WHAT THIS TASK INVOLVES:
Exactly as written, set down the lines from the top of the entries through the line bearing "pinky mcp: (118, 179)", with every picture left out.

================

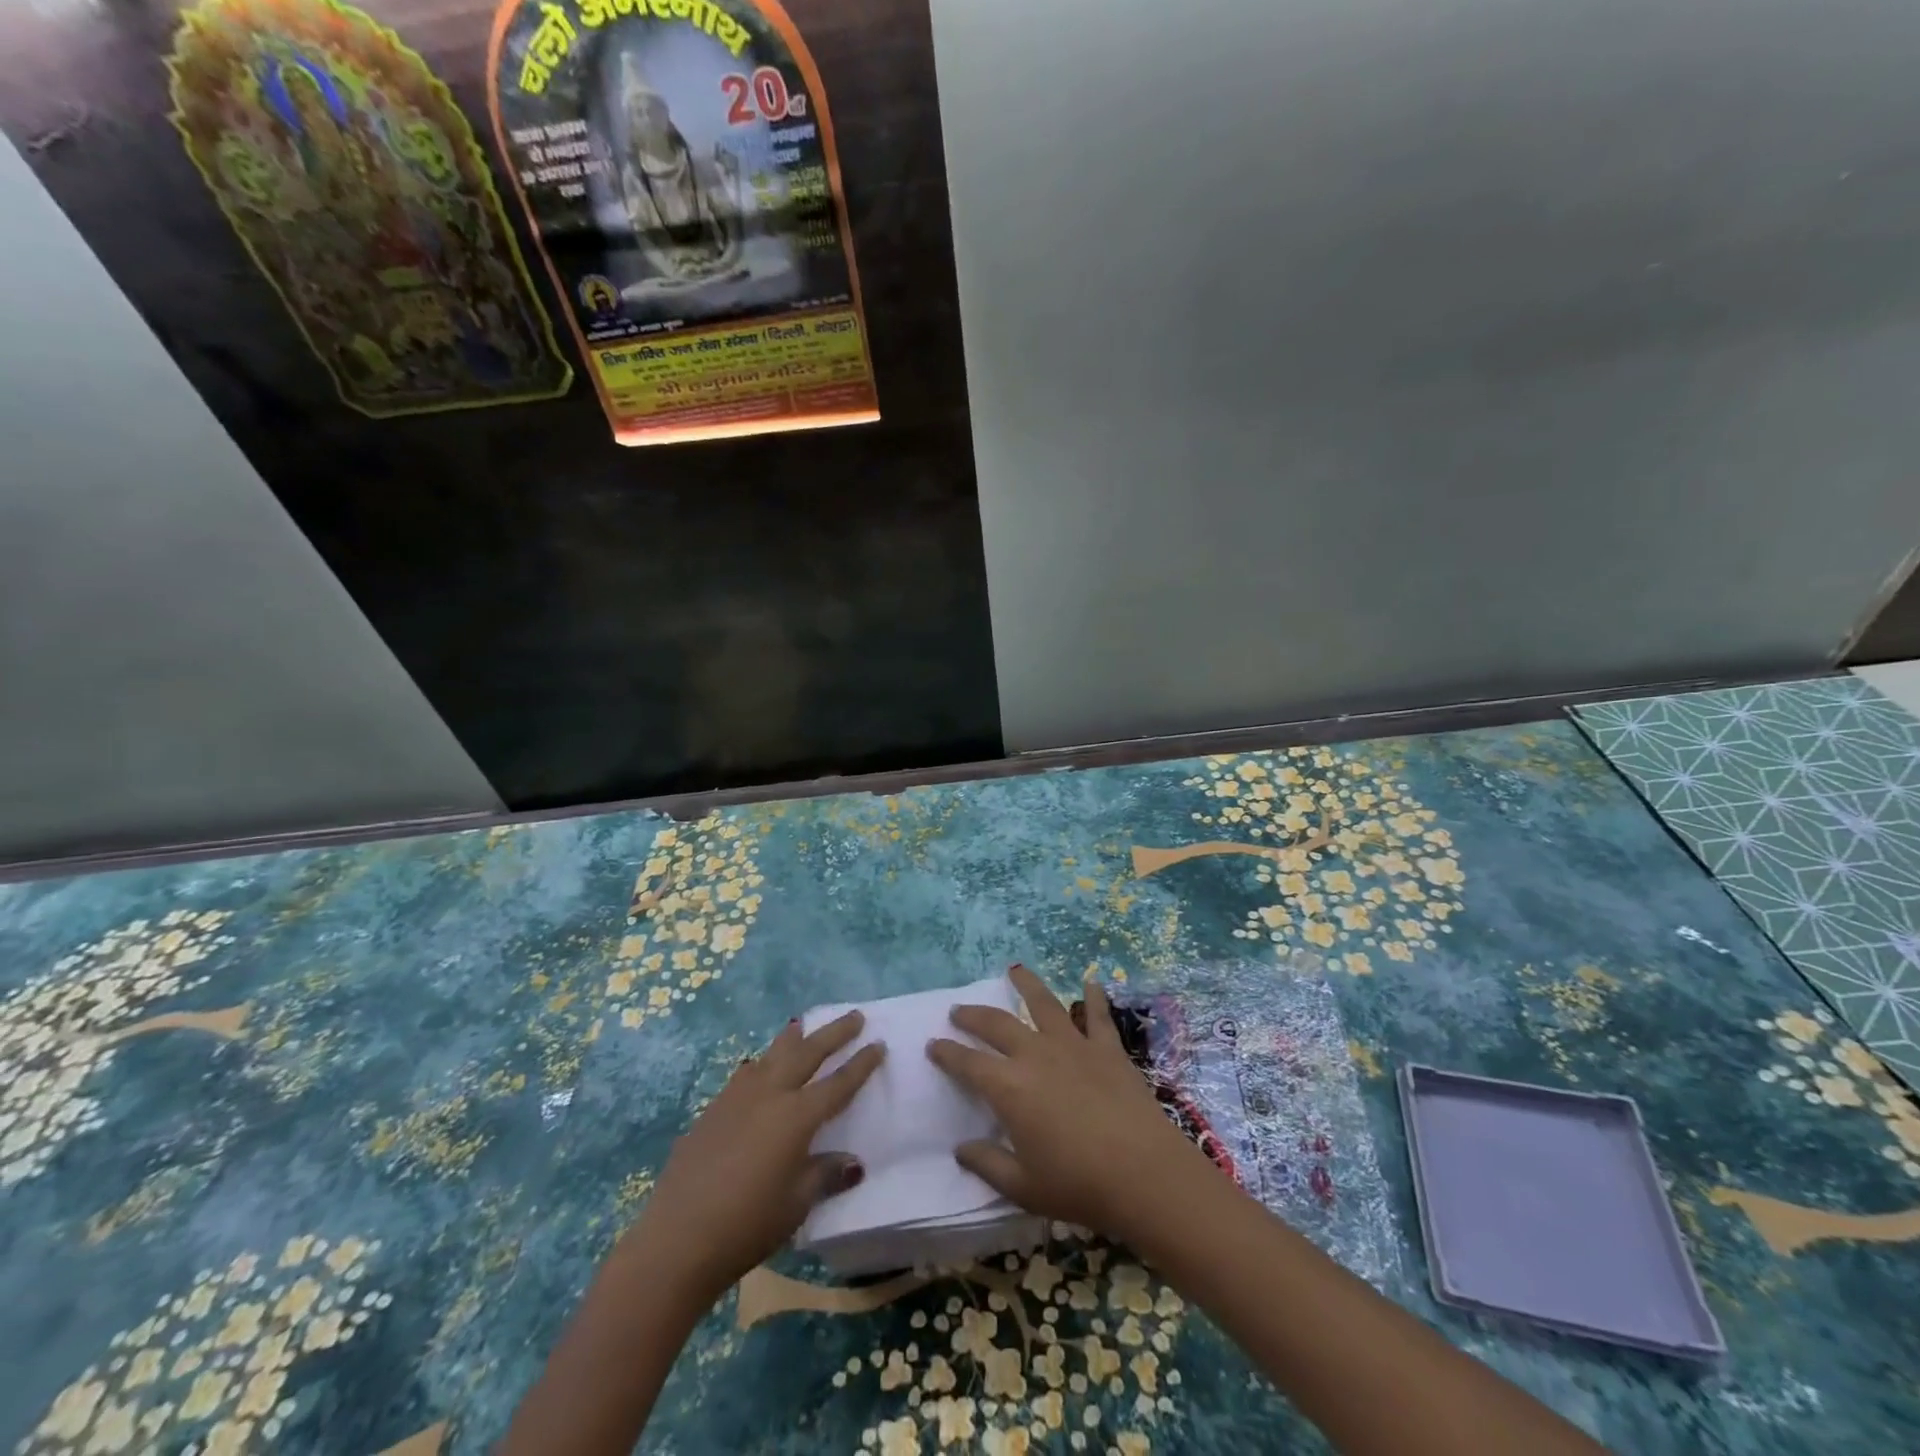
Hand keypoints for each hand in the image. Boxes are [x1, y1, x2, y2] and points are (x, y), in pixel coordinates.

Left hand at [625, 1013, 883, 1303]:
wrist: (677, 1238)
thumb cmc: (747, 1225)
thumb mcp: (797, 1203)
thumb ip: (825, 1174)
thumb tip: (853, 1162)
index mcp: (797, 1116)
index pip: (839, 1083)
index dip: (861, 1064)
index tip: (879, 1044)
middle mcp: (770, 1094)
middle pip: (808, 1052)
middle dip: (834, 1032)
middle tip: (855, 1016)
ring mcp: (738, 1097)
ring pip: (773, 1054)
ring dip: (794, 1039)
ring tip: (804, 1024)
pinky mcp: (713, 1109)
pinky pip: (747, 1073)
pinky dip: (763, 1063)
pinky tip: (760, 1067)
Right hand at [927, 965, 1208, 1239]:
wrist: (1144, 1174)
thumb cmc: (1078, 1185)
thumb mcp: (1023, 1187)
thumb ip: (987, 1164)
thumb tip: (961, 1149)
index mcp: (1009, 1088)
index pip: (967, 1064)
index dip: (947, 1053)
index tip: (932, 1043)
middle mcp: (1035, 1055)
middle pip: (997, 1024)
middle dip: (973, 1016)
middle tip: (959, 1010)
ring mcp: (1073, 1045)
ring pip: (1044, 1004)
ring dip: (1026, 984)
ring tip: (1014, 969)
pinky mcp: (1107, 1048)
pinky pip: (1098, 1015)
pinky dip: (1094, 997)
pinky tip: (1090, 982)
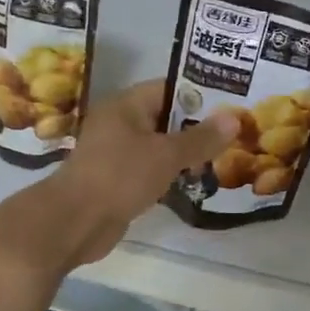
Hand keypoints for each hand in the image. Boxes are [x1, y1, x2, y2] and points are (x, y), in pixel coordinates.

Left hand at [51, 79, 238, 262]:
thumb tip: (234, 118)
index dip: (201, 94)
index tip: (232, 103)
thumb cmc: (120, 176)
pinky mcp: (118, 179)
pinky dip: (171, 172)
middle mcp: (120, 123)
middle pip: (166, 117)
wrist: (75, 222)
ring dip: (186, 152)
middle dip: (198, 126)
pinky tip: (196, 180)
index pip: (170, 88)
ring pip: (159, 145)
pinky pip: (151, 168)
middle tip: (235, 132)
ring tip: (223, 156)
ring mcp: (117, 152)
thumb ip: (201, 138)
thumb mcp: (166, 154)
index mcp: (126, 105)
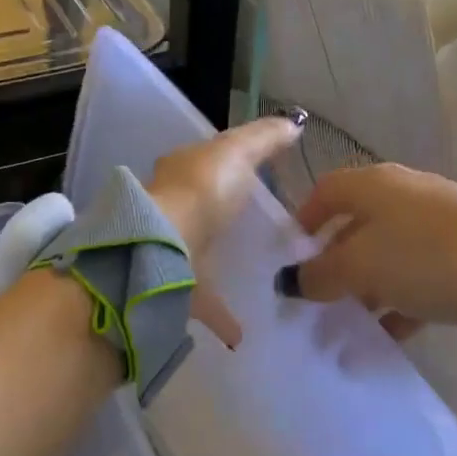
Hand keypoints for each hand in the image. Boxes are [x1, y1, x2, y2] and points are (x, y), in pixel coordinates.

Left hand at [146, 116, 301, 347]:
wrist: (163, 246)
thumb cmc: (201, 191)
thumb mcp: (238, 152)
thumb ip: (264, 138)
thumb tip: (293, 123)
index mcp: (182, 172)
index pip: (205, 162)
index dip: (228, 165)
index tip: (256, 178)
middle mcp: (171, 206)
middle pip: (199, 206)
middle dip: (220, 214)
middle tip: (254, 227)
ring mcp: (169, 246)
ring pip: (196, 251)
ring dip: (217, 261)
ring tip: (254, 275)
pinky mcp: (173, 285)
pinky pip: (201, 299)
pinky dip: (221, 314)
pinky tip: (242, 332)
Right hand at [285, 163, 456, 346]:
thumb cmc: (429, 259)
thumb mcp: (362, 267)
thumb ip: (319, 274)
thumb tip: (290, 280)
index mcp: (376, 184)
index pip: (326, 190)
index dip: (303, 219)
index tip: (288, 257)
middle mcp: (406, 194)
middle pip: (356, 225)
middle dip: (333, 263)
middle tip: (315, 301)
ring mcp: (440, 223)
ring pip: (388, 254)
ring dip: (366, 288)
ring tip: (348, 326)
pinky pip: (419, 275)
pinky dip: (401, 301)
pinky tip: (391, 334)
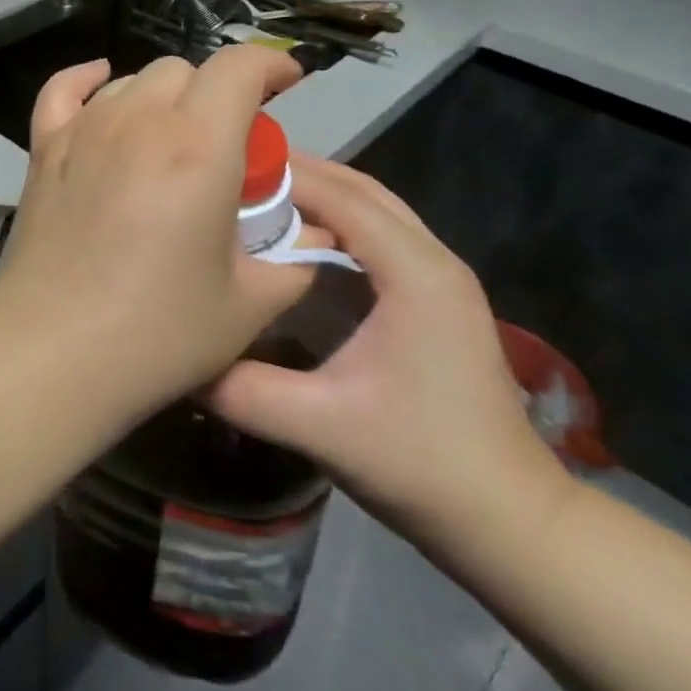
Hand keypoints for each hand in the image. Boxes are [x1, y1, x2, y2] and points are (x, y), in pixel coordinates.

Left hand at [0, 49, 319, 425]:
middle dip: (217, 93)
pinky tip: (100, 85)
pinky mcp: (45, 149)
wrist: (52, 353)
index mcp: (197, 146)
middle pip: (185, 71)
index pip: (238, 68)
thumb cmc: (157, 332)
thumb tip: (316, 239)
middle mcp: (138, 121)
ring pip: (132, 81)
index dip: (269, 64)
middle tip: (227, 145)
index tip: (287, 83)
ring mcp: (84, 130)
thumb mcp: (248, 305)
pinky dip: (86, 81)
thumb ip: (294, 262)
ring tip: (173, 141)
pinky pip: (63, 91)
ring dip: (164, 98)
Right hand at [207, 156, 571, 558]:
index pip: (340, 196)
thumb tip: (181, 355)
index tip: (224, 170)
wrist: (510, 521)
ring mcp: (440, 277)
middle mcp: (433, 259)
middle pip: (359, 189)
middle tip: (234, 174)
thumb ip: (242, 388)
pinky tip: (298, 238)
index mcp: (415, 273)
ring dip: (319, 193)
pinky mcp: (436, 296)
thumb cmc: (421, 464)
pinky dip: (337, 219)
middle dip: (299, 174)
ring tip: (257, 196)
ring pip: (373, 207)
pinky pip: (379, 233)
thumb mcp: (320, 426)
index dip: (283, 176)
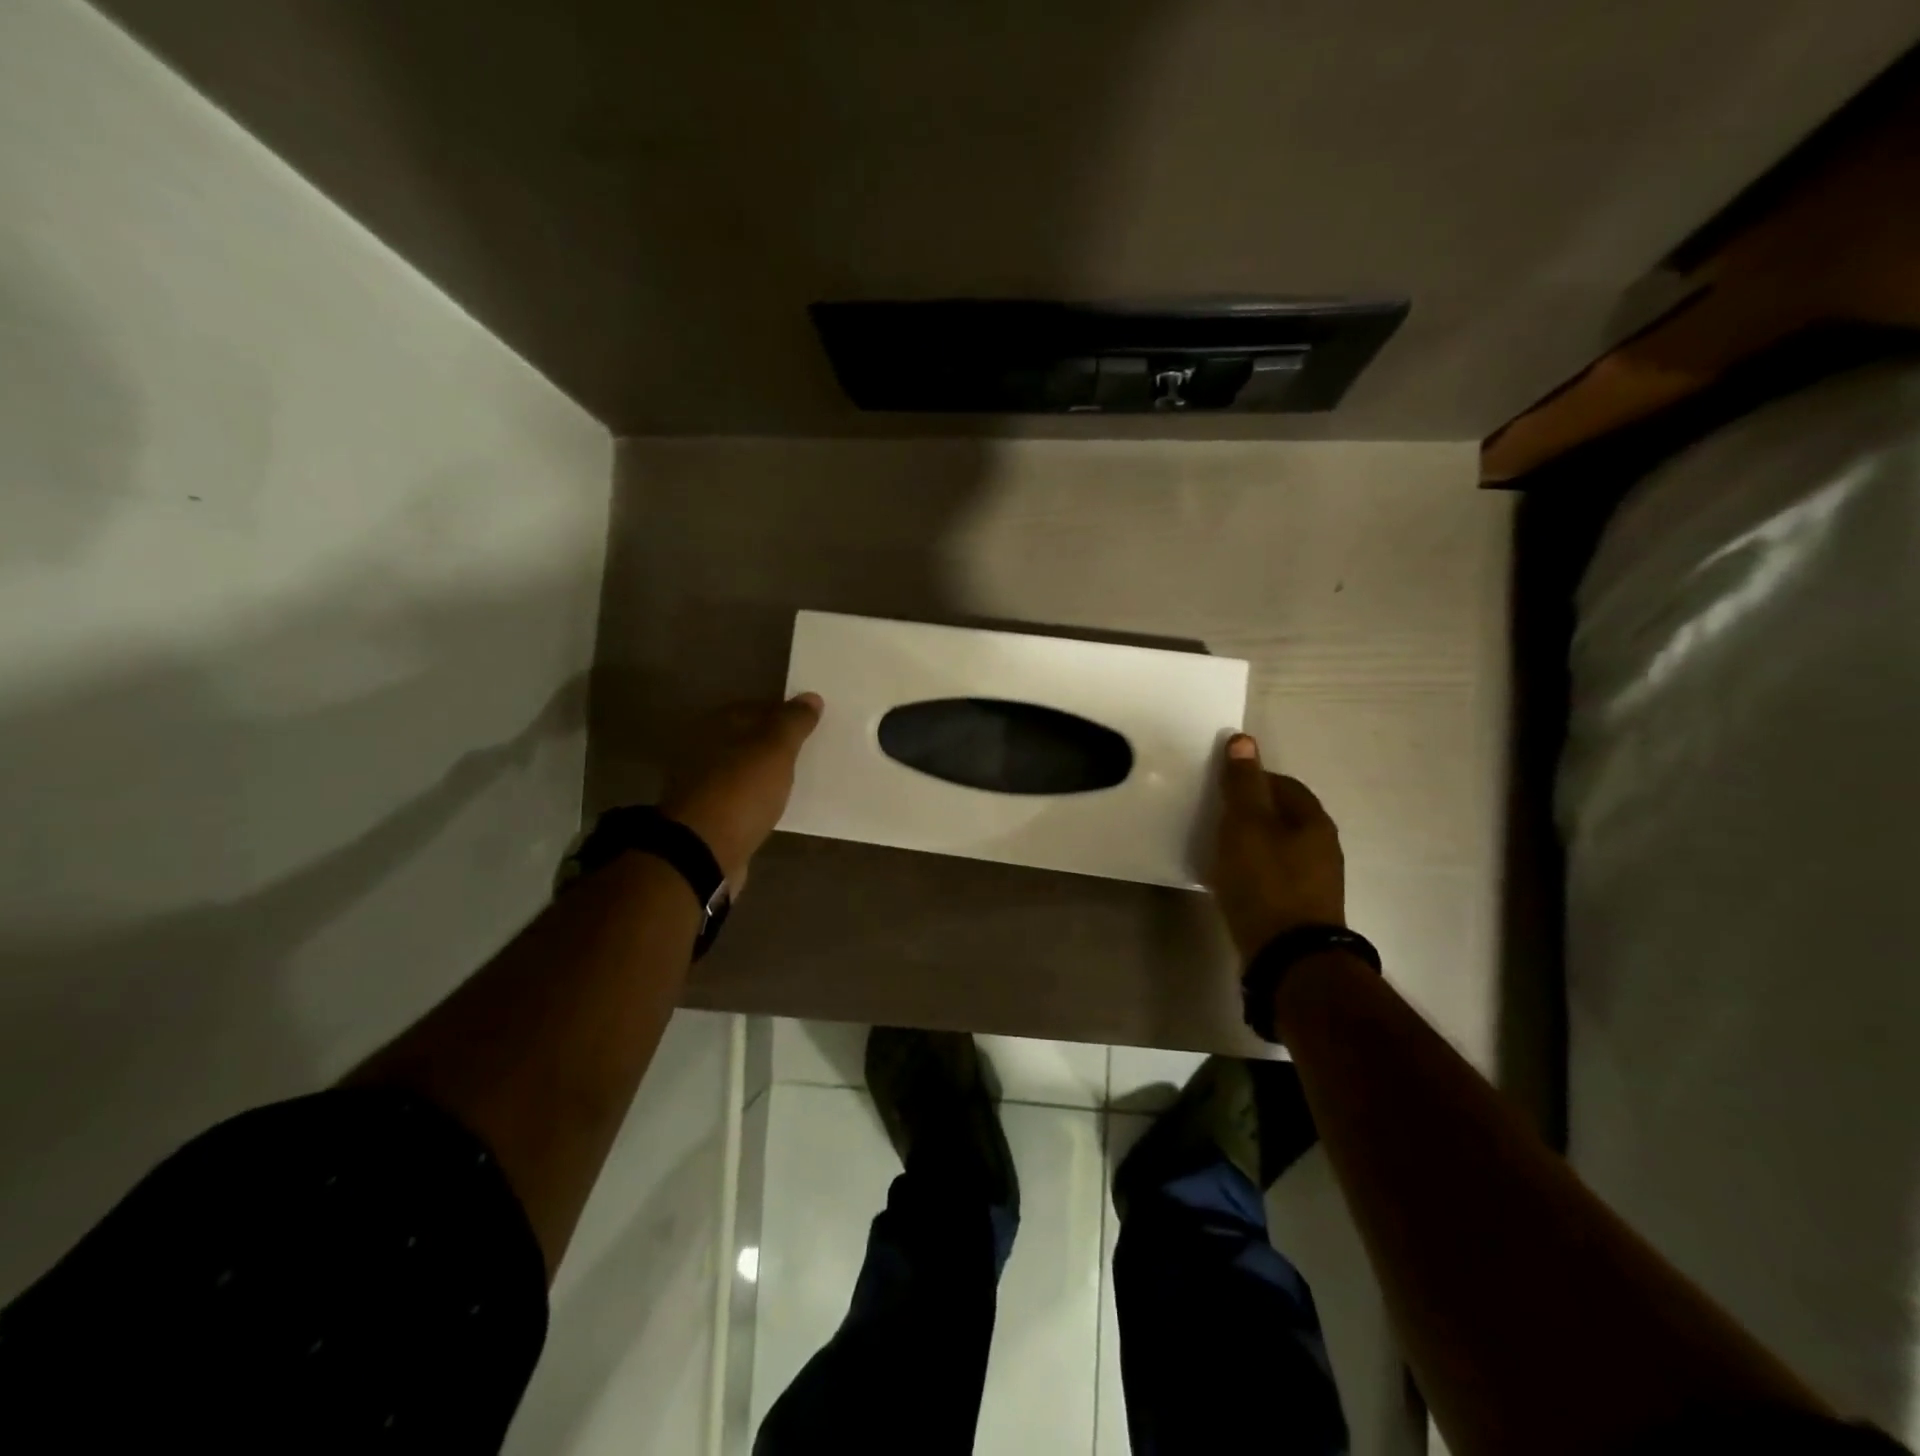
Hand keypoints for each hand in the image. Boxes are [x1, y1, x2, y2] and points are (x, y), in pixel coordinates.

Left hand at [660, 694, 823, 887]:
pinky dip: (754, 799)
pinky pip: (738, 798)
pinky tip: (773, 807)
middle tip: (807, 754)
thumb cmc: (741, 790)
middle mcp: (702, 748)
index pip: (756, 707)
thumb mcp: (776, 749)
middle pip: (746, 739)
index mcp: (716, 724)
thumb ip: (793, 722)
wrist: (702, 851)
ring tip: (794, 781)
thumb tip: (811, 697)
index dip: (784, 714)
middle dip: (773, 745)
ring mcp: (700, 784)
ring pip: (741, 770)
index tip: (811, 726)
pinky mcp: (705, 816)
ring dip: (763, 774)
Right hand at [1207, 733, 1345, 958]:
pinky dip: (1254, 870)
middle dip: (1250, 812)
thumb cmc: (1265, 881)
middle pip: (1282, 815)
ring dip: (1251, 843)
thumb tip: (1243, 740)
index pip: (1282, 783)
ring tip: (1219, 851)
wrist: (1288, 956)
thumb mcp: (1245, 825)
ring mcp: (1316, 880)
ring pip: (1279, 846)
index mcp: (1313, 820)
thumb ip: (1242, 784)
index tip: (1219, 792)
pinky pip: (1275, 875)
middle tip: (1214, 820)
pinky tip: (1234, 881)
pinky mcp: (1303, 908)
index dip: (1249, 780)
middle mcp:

================

SOLUTION FOR THIS EXERCISE:
Hand keypoints for each hand in the image. Boxes are [x1, y1, x2, y2] and points are (x, y), in pixel coordinates.

Left hand at [625, 1013, 883, 1303]:
wrist: (677, 1238)
thumb cmc: (747, 1225)
thumb mcp: (797, 1203)
thumb ip: (825, 1174)
thumb tip: (853, 1162)
index mcp: (797, 1116)
index pip: (839, 1083)
index dip: (861, 1064)
index tip: (879, 1044)
middle mcp: (770, 1094)
middle pip: (808, 1052)
middle dip: (834, 1032)
middle tip: (855, 1016)
ring mcp: (738, 1097)
ring pip: (773, 1054)
ring dip: (794, 1039)
ring tip: (804, 1024)
pinky mcp: (713, 1109)
pinky pip: (747, 1073)
pinky dip: (763, 1063)
pinky tip: (760, 1067)
Right hand at [927, 965, 1208, 1239]:
wrist: (1144, 1174)
thumb cmc: (1078, 1185)
thumb mcp: (1023, 1187)
thumb ip: (987, 1164)
thumb tip: (961, 1149)
index mcp: (1009, 1088)
index pip: (967, 1064)
index dip: (947, 1053)
index tip: (932, 1043)
middle mcp: (1035, 1055)
middle pip: (997, 1024)
middle dip: (973, 1016)
middle tip: (959, 1010)
ring mcp: (1073, 1045)
ring pip: (1044, 1004)
ring dip: (1026, 984)
ring tip: (1014, 969)
pinky mcp: (1107, 1048)
pinky pip: (1098, 1015)
pinky dip: (1094, 997)
pinky tip: (1090, 982)
Hand keypoints for each hand in the image. Boxes are [x1, y1, x2, y2] and points are (x, y), in pixel coordinates.

Left hand at [51, 79, 238, 262]:
thumb tip: (234, 118)
index dip: (201, 94)
index tip: (232, 103)
thumb cmc: (120, 176)
pinky mcp: (118, 179)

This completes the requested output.